Given records ▸

=== Section Start ===

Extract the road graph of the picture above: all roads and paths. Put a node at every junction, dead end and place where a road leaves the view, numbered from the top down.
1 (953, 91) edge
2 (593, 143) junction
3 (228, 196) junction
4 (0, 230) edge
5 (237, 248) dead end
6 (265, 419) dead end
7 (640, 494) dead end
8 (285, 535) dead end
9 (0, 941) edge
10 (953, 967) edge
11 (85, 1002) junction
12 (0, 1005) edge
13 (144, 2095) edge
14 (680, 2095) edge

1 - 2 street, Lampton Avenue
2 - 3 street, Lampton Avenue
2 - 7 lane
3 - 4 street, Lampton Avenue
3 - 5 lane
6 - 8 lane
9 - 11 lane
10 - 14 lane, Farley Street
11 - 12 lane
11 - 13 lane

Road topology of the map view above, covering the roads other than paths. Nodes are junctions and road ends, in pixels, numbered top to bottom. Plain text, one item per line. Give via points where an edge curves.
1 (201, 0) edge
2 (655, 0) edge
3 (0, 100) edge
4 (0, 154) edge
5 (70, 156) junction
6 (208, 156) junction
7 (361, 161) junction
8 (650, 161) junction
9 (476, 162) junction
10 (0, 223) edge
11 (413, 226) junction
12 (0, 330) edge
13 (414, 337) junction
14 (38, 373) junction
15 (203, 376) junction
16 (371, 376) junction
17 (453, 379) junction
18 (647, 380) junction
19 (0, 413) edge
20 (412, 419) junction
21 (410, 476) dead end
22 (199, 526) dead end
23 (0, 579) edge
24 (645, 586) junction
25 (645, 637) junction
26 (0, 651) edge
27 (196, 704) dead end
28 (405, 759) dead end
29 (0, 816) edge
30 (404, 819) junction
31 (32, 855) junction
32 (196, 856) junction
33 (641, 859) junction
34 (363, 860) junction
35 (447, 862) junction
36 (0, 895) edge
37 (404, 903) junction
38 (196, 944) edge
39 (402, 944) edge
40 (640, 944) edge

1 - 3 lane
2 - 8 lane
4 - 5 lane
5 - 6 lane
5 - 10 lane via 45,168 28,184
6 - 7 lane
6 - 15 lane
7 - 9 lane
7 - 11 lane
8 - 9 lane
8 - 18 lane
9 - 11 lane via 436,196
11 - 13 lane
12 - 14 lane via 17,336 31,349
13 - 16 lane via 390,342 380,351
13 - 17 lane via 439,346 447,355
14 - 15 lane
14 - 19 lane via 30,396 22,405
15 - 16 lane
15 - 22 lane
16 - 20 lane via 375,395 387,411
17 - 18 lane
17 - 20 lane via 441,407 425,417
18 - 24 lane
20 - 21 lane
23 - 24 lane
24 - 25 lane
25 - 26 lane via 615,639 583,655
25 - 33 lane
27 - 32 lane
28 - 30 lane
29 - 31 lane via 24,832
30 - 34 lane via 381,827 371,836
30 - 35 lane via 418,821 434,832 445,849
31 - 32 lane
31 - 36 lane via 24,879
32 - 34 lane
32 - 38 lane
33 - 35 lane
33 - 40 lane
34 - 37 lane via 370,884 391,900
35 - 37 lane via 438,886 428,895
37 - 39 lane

=== Section End ===

Task brief ▸ Show every line of the material above in which "Lampton" is present.

Solution below ▸
1 - 2 street, Lampton Avenue
2 - 3 street, Lampton Avenue
3 - 4 street, Lampton Avenue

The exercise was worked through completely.